Marcelo Camargo / Agência Brasil.
Paulo Henrique Arantes
O chororô dos bolsonaristas sobre as condições carcerárias do seu criminoso-líder é refutável por qualquer ginasiano minimamente esclarecido, basta recorrer à clareza solar. Se essa for insuficiente, recorra-se aos dados. O World Prison Brief – base de dados internacional especializada em sistemas prisionais, considerada uma das principais referências mundiais sobre encarceramento – registra que o Brasil possui cerca de 900 mil pessoas privadas de liberdade no sistema prisional e capacidade oficial para apenas 490 mil vagas, o que significa ocupação de cerca de 135 % da capacidade projetada.
Já a plataforma Geopresídios,do Conselho Nacional de Justiça, informa, com base em inspeções de 1.836 unidades prisionais, uma taxa média de ocupação de 150,3 %, ou seja, as prisões amontoam cerca de 1,5 vez mais pessoas do que a capacidade oficial das unidades inspecionadas. Os presos vivem espremidos.
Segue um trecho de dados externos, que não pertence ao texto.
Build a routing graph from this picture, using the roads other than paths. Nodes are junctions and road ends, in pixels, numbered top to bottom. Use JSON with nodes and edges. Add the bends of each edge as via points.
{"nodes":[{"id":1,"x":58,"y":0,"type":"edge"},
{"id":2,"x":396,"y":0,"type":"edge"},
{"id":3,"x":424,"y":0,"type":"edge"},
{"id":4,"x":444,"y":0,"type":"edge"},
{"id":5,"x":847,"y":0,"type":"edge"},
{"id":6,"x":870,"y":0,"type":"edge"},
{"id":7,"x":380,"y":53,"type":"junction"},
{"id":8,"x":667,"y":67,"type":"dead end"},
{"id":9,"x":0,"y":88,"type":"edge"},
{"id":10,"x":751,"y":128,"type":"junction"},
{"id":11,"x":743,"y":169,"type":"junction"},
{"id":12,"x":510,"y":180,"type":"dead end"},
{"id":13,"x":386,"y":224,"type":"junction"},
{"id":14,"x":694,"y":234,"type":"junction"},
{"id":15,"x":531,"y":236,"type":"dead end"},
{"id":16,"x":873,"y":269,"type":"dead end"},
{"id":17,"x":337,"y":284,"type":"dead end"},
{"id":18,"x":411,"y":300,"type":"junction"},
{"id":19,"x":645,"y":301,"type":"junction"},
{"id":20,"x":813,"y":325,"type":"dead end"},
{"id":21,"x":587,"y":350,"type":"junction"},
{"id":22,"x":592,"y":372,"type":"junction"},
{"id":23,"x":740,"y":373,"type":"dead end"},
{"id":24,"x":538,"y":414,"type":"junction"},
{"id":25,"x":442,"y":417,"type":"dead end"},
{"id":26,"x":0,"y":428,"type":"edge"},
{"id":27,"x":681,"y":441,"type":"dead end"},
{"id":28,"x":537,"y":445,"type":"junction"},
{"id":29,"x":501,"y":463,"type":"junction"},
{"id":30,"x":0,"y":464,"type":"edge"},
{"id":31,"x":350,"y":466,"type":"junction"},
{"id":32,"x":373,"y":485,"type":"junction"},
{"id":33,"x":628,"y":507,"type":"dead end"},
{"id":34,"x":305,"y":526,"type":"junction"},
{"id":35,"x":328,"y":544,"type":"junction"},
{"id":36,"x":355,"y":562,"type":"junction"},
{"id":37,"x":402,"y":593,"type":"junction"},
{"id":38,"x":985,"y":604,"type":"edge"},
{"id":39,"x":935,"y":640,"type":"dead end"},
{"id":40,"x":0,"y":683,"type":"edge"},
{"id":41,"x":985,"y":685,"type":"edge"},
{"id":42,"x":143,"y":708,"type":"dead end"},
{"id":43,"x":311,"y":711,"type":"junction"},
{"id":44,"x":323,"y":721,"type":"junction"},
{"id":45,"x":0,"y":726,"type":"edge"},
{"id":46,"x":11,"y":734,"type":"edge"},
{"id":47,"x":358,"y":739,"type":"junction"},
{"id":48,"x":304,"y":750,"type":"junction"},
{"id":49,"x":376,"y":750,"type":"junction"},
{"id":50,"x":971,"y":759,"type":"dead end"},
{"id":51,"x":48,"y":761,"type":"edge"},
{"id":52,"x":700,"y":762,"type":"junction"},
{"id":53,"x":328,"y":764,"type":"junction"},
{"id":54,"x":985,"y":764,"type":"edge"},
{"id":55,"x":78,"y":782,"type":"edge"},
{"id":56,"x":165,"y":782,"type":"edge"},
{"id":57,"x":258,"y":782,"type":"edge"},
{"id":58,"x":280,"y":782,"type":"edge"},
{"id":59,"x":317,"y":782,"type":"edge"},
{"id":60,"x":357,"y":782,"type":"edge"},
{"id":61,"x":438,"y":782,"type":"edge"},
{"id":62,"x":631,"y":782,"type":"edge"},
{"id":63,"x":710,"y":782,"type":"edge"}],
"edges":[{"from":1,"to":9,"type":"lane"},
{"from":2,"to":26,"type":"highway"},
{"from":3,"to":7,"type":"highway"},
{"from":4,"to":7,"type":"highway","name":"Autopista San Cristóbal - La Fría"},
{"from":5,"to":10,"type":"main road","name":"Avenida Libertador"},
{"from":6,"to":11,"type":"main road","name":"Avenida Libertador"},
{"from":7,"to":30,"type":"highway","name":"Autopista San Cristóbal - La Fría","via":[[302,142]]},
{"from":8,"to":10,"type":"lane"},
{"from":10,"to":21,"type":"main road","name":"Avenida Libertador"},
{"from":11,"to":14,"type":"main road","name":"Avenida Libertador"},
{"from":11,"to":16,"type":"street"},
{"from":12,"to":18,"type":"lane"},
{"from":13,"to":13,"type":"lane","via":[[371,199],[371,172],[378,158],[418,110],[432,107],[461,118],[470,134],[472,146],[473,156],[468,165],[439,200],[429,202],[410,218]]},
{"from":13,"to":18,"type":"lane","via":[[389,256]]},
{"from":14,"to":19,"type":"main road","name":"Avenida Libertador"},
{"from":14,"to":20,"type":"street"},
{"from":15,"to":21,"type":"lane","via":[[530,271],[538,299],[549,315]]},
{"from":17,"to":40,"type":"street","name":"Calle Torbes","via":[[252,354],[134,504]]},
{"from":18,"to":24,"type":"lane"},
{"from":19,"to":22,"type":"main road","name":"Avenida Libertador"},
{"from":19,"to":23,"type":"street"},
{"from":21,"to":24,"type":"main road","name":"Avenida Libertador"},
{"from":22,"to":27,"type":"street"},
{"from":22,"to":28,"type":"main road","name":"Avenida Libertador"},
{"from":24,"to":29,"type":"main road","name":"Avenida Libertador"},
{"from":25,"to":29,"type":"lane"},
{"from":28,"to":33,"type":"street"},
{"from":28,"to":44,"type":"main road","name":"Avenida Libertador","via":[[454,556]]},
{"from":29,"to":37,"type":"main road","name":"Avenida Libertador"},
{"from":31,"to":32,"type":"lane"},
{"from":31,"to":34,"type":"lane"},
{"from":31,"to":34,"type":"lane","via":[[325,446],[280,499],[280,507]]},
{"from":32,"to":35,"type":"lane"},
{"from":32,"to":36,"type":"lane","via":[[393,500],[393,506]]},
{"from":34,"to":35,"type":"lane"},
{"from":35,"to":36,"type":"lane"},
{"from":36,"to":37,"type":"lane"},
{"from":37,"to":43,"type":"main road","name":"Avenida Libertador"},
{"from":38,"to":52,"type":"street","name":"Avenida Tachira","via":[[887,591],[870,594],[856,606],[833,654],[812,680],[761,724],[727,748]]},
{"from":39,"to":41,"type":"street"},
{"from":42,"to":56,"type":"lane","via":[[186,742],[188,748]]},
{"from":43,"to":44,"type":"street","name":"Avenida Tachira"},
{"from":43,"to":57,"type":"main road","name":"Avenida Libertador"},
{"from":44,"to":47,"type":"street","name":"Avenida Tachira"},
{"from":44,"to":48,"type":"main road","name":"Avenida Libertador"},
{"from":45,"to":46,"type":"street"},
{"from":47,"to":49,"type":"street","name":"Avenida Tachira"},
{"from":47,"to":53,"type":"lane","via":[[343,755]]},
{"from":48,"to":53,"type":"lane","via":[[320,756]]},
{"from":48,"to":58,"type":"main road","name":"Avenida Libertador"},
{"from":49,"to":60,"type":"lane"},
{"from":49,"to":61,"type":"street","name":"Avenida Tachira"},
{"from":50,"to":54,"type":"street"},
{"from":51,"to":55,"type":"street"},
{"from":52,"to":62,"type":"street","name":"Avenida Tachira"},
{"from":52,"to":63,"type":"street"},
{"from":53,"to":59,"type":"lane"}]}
Jair Bolsonaro está preso após condenação por cinco crimes, tendo sido antes detido por tentativa de fuga: organização criminosa armada, tentativa de abolição violenta do Estado Democrático de Direito, tentativa de golpe de Estado, dano qualificado pela violência e ameaça grave ao patrimônio da União, deterioração de patrimônio tombado. Na Papudinha, o pluricriminoso ocupa sozinho um apartamento em que poderiam viver confortavelmente três pessoas, desfruta de atenção médica 24 horas por dia e come a comida que é preparada na residência da família. A “cela” em que Jair Bolsonaro resta interno possui quarto, sala de estar, cozinha equipada, banheiro e área de serviço.
A realidade dos presos que não foram perseguidos por Alexandre de Moraes é um pouco pior. Por exemplo, uma casa de detenção em Pernambuco, com capacidade para 950 pessoas, chegou a abrigar 6.469 detentos — mais de 680 % acima da capacidade oficial.
É verdade, Jair Bolsonaro é ex-presidente da República, não é um preso comum. Não crê, este jornalista, que ele, mesmo pluricriminoso, devesse estar sob risco iminente de ser assassinado por outros presos, sobre os quais já confessou não ver problema em “colocar um em cima do outro” na falta de vagas prisionais. De todo modo, o apê da Papudinha constitui um presente e tanto.
É estarrecedor ver idólatras de Carlos Alberto Brilhante Ustra afirmarem que Jair Bolsonaro está sendo torturado. Os adeptos do pau-de-arara são mesmo uns caras-de-pau.
Torturados há, de fato, no sistema carcerário brasileiro. Bolsonaro não é um deles. Eles, os torturados, suportam falta de saneamento básico, ventilação precária, umidade excessiva a favorecer o desenvolvimento de doenças. Infestação por pragas – ratos, insetos- e falta de itens de higiene pessoal. Racionamento ou acesso muito limitado à água para beber, lavar ou usar banheiro. Em alguns presídios, internos têm de usar baldes ou recolher água várias vezes por dia.
Assistência médica insuficiente também os tortura: clínicas prisionais são subdimensionadas, há falta de medicamentos e dificuldade logística para levar detentos a hospitais. Altíssima incidência de doenças infecciosas completa o quadro torturante: segundo a ONG Conectas, muitas mortes nos presídios são causadas por doenças provocadas ou agravadas pelas condições das celas. No apê da Papudinha não acontece nada disso.